The Powerwalls are different story. They don't really pay for themselves, but they were very useful during the week long power issues in Texas a couple months back during the arctic blast that pretty much shut down TX power infrastructure, but my home stayed powered. So these are more of a luxury spend, but I was glad to have them during that situation.

rvnot1one1 says:

Love my SunPower Panels

Willwork4 XRP says:

Couple things. Panels lose capacity over time, so do battery backups. You also have to consider the TVM of the initial investment. Payback period isn't as good as 6-7 years. It's almost never worth it financially.

Still, nice to have when the power goes out.

magnetmannenbannanen says:

because of the poor political system you americans have , the big oil have put so many "traps" in your way , permit to put solar on roof when it is mandatory anyway? STUPID. no powerwall in the garage because of fire restrictions? stupid! companies involved just to put up the panels??? stupid!, you are so not free to do anything in your state.
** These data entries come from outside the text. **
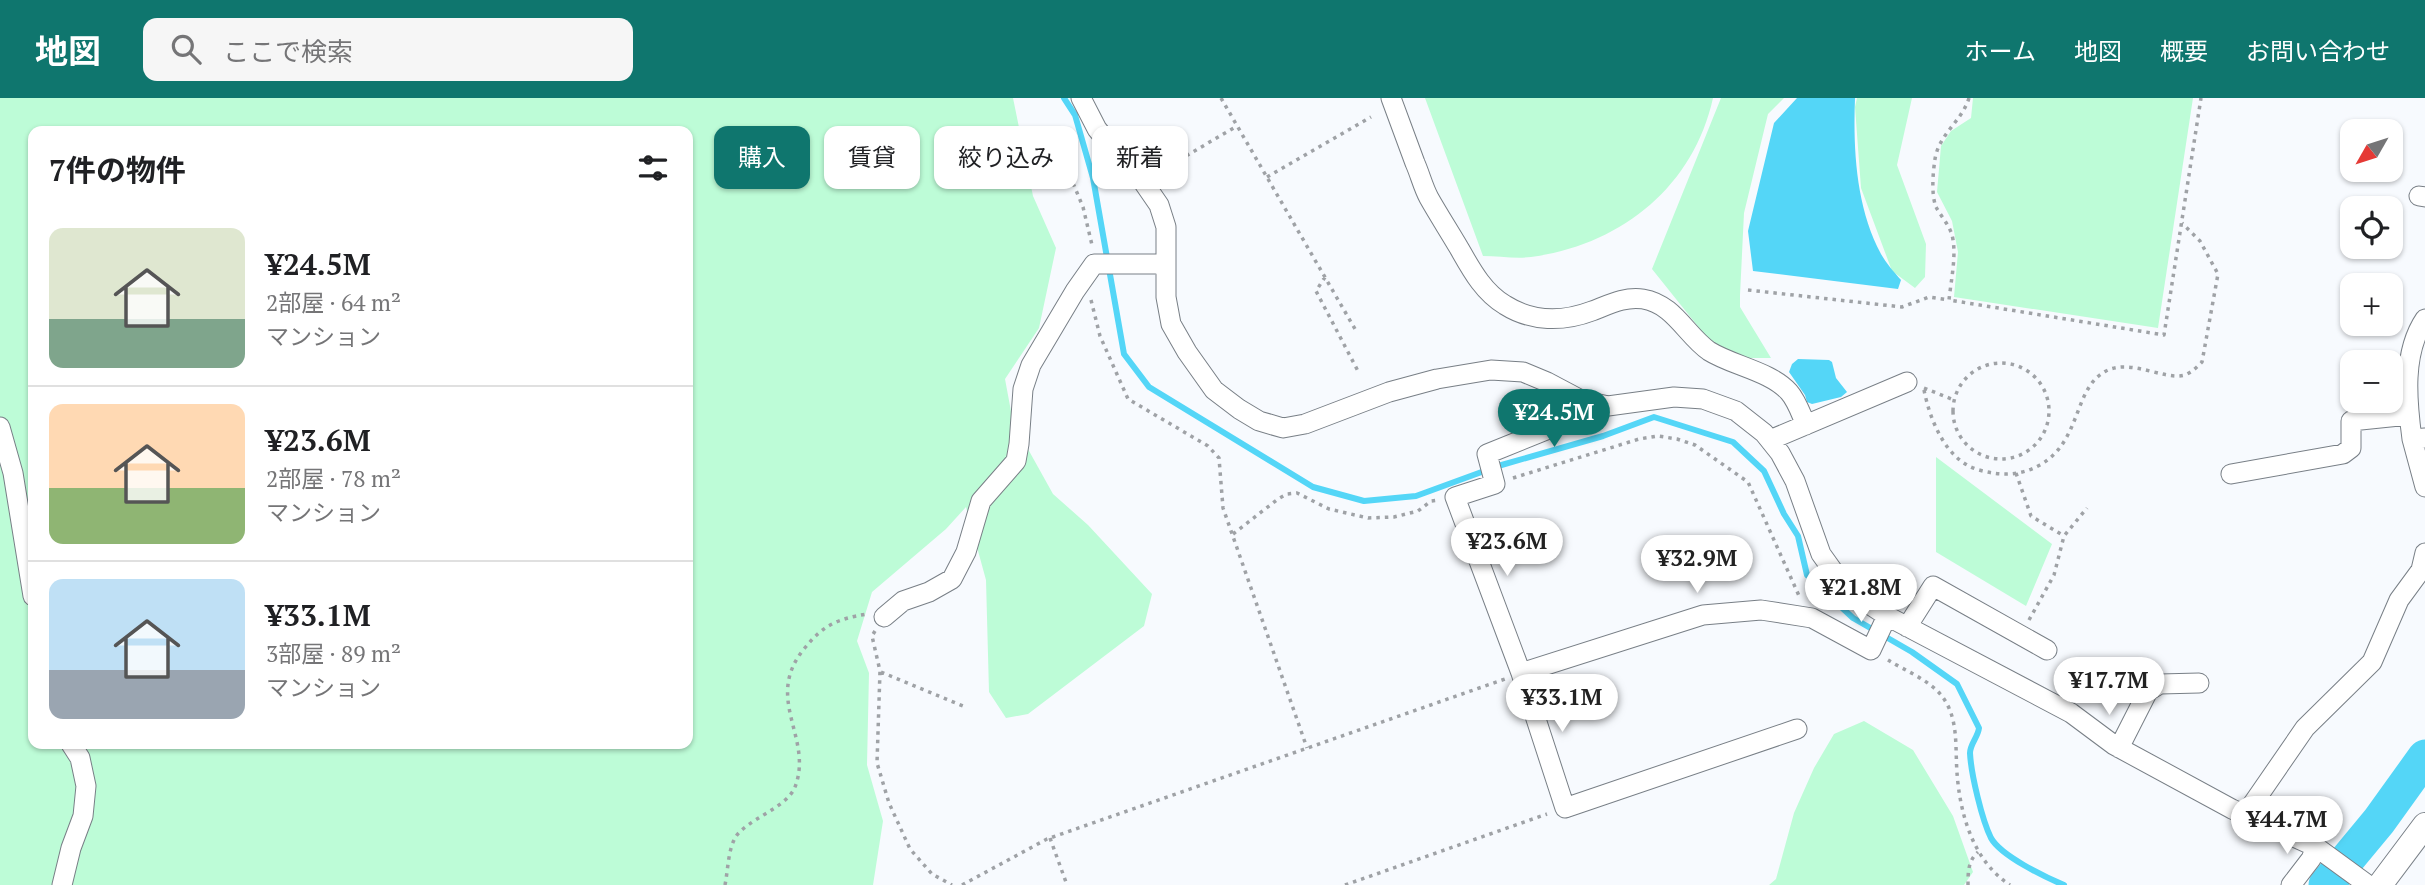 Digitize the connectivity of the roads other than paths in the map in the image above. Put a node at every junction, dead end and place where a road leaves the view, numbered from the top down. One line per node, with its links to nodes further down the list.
1 (1081, 98): 3 (street)
2 (1391, 98): 8 (street)
3 (1166, 267): 6 (street); 17 (street)
4 (2425, 320): 7 (street)
5 (1915, 385): 8 (street)
6 (1587, 401): 11 (street); 20 (street)
7 (2409, 415): 10 (street); 12 (street)
8 (1806, 425): 11 (street)
9 (0, 426): 15 (street)
10 (2418, 438): 13 (street)
11 (1770, 440): 16 (street)
12 (2231, 474)
13 (2425, 487)
14 (2425, 553): 25 (street)
15 (28, 565)
16 (1887, 616): 18 (street); 20 (street)
17 (884, 617)
18 (1907, 627): 19 (street); 23 (street)
19 (2047, 650)
20 (1521, 673): 22 (street)
21 (2199, 683): 23 (street)
22 (1797, 729)
23 (2119, 748): 25 (street)
24 (74, 749): 29 (street)
25 (2245, 814): 27 (street)
26 (2425, 825): 28 (main road)
27 (2316, 847): 28 (street); 30 (street)
28 (2369, 883)
29 (62, 885)
30 (2291, 885) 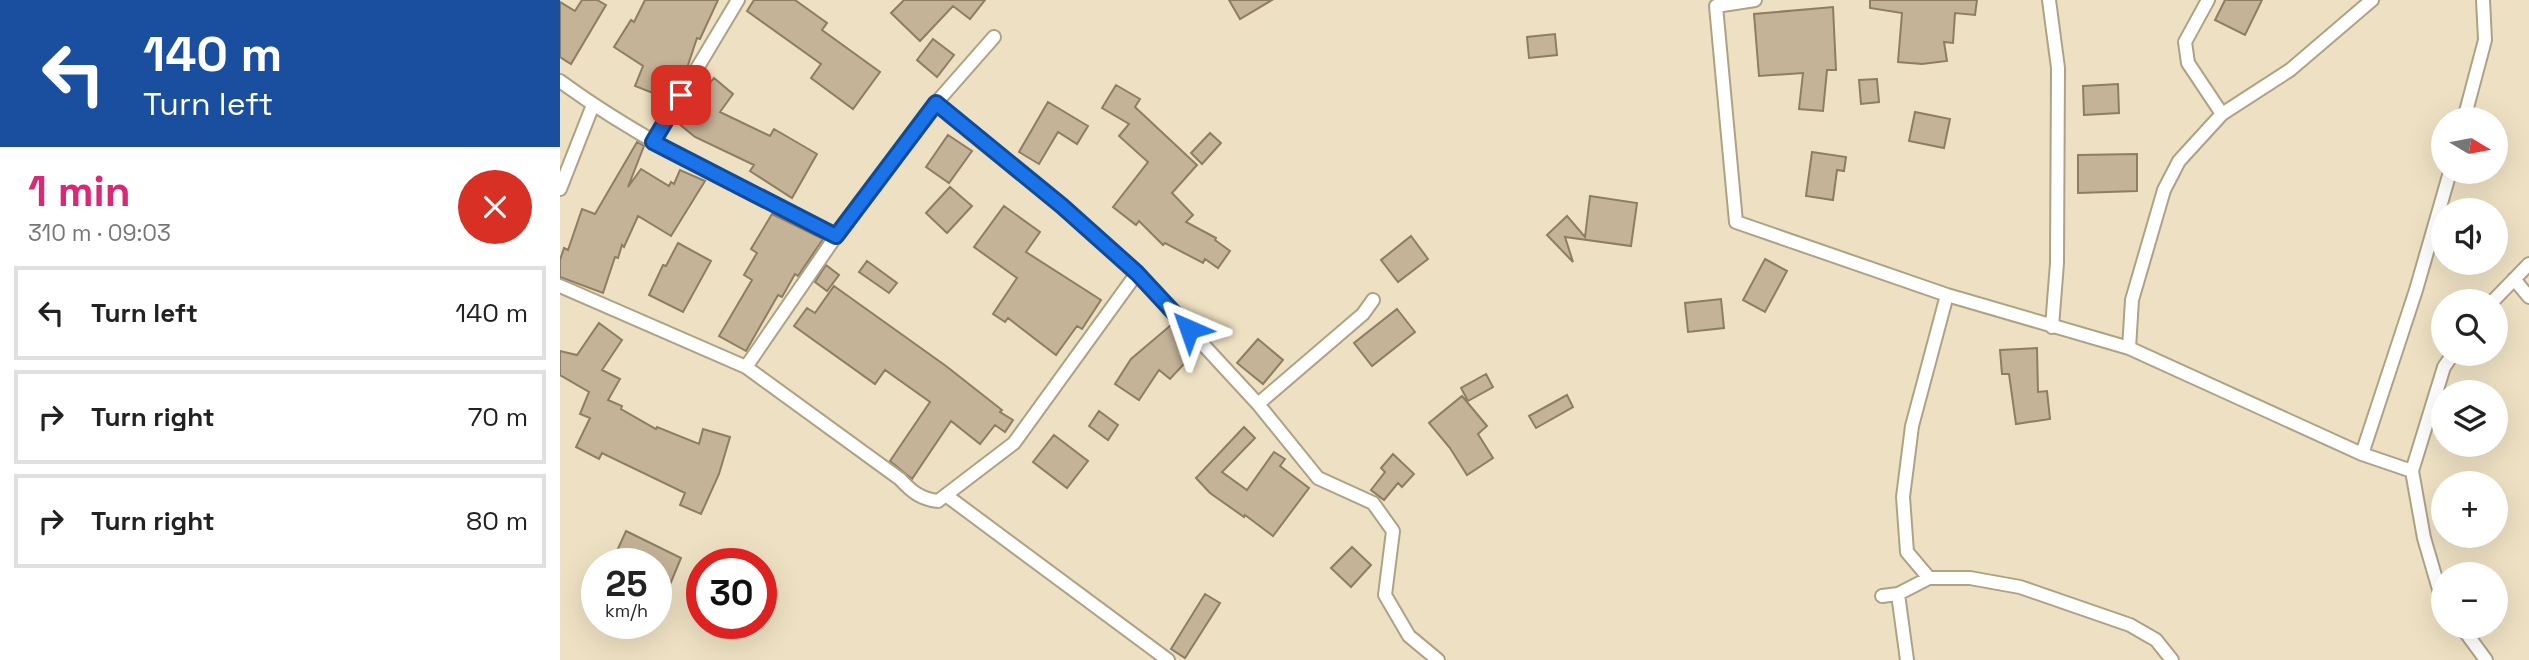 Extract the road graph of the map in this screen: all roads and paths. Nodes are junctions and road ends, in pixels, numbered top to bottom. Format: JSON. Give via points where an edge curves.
{"nodes":[{"id":1,"x":738,"y":0,"type":"edge"},
{"id":2,"x":1755,"y":0,"type":"edge"},
{"id":3,"x":2049,"y":0,"type":"edge"},
{"id":4,"x":2208,"y":0,"type":"edge"},
{"id":5,"x":2372,"y":0,"type":"edge"},
{"id":6,"x":2483,"y":0,"type":"edge"},
{"id":7,"x":994,"y":37,"type":"dead end"},
{"id":8,"x":560,"y":81,"type":"edge"},
{"id":9,"x":936,"y":103,"type":"junction"},
{"id":10,"x":593,"y":105,"type":"junction"},
{"id":11,"x":2467,"y":107,"type":"edge"},
{"id":12,"x":2222,"y":114,"type":"junction"},
{"id":13,"x":653,"y":142,"type":"junction"},
{"id":14,"x":2447,"y":184,"type":"edge"},
{"id":15,"x":560,"y":189,"type":"edge"},
{"id":16,"x":836,"y":236,"type":"junction"},
{"id":17,"x":2529,"y":264,"type":"edge"},
{"id":18,"x":1137,"y":273,"type":"junction"},
{"id":19,"x":2514,"y":279,"type":"junction"},
{"id":20,"x":560,"y":286,"type":"edge"},
{"id":21,"x":2504,"y":289,"type":"edge"},
{"id":22,"x":1947,"y":295,"type":"junction"},
{"id":23,"x":2529,"y":297,"type":"edge"},
{"id":24,"x":1373,"y":300,"type":"dead end"},
{"id":25,"x":2052,"y":327,"type":"junction"},
{"id":26,"x":2129,"y":348,"type":"junction"},
{"id":27,"x":2445,"y":366,"type":"edge"},
{"id":28,"x":746,"y":367,"type":"junction"},
{"id":29,"x":1258,"y":404,"type":"junction"},
{"id":30,"x":2362,"y":454,"type":"junction"},
{"id":31,"x":2412,"y":471,"type":"junction"},
{"id":32,"x":947,"y":496,"type":"junction"},
{"id":33,"x":2431,"y":562,"type":"edge"},
{"id":34,"x":1929,"y":578,"type":"junction"},
{"id":35,"x":1898,"y":594,"type":"junction"},
{"id":36,"x":1882,"y":596,"type":"dead end"},
{"id":37,"x":2471,"y":639,"type":"edge"},
{"id":38,"x":1168,"y":660,"type":"edge"},
{"id":39,"x":1438,"y":660,"type":"edge"},
{"id":40,"x":1907,"y":660,"type":"edge"},
{"id":41,"x":2172,"y":660,"type":"edge"},
{"id":42,"x":2487,"y":660,"type":"edge"}],
"edges":[{"from":1,"to":13,"type":"street"},
{"from":2,"to":22,"type":"street","via":[[1716,6],[1736,222]]},
{"from":3,"to":25,"type":"street","via":[[2058,68],[2057,263]]},
{"from":4,"to":12,"type":"street","via":[[2185,42],[2188,63]]},
{"from":5,"to":12,"type":"street","via":[[2290,70]]},
{"from":6,"to":11,"type":"street","via":[[2485,40]]},
{"from":7,"to":9,"type":"street"},
{"from":8,"to":10,"type":"street"},
{"from":9,"to":16,"type":"street"},
{"from":9,"to":18,"type":"street"},
{"from":10,"to":13,"type":"street"},
{"from":10,"to":15,"type":"street"},
{"from":12,"to":26,"type":"street","via":[[2179,161],[2164,190],[2132,300]]},
{"from":13,"to":16,"type":"street"},
{"from":14,"to":30,"type":"street"},
{"from":16,"to":28,"type":"street"},
{"from":17,"to":19,"type":"street"},
{"from":18,"to":29,"type":"street"},
{"from":18,"to":32,"type":"street","via":[[1014,443]]},
{"from":19,"to":21,"type":"street"},
{"from":19,"to":23,"type":"street"},
{"from":20,"to":28,"type":"street"},
{"from":22,"to":25,"type":"street"},
{"from":22,"to":34,"type":"street","via":[[1912,426],[1903,496],[1907,552]]},
{"from":24,"to":29,"type":"street","via":[[1363,314]]},
{"from":25,"to":26,"type":"street"},
{"from":26,"to":30,"type":"street"},
{"from":27,"to":31,"type":"street"},
{"from":28,"to":32,"type":"street","via":[[912,492],[938,501]]},
{"from":29,"to":39,"type":"street","via":[[1318,478],[1373,503],[1393,531],[1385,595],[1409,636]]},
{"from":30,"to":31,"type":"street"},
{"from":31,"to":33,"type":"street"},
{"from":32,"to":38,"type":"street"},
{"from":34,"to":35,"type":"street"},
{"from":34,"to":41,"type":"street","via":[[1970,578],[2020,587],[2130,625],[2156,640]]},
{"from":35,"to":36,"type":"street"},
{"from":35,"to":40,"type":"street"},
{"from":37,"to":42,"type":"street"}]}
magnetmannenbannanen says:

you completely forgot to mention getting a electric car, which in the future seems more likely than not. you want to get a fuckton of solar so it totally maxxes out your ability to get power , even when you are away and the power just flows into the powergrid. because then charging gets cheaper.

Kim Dahl says:

Great video Ben. I too have been very pleased with my solar panels that I have had for 4 years in Utah. I have 23 Sunpower 350 W panels with micro inverters which make for a very nice clean install. My system provides all the power for my fairly large house and one electric car (Bolt EV). I figure that 6 of my panels are needed for just the car. One thing I have always questioned however is the need for a powerwall where time of use isn't applicable and winters preclude storing enough energy for more than a few days. For me, solar panels make sense, but battery storage systems are expensive and dont make financial sense for Utah. Thanks again!

Martin Stepetin says:

Here’s a weird question. Are you Native American? Honest question. You look Native.

That Guy says:

You can get net metering in Texas
I have it through Green Mountain Power

Jason Hua says:

You are right Ben. In my opinion I will do 180% to 2X more than how much energy I use today.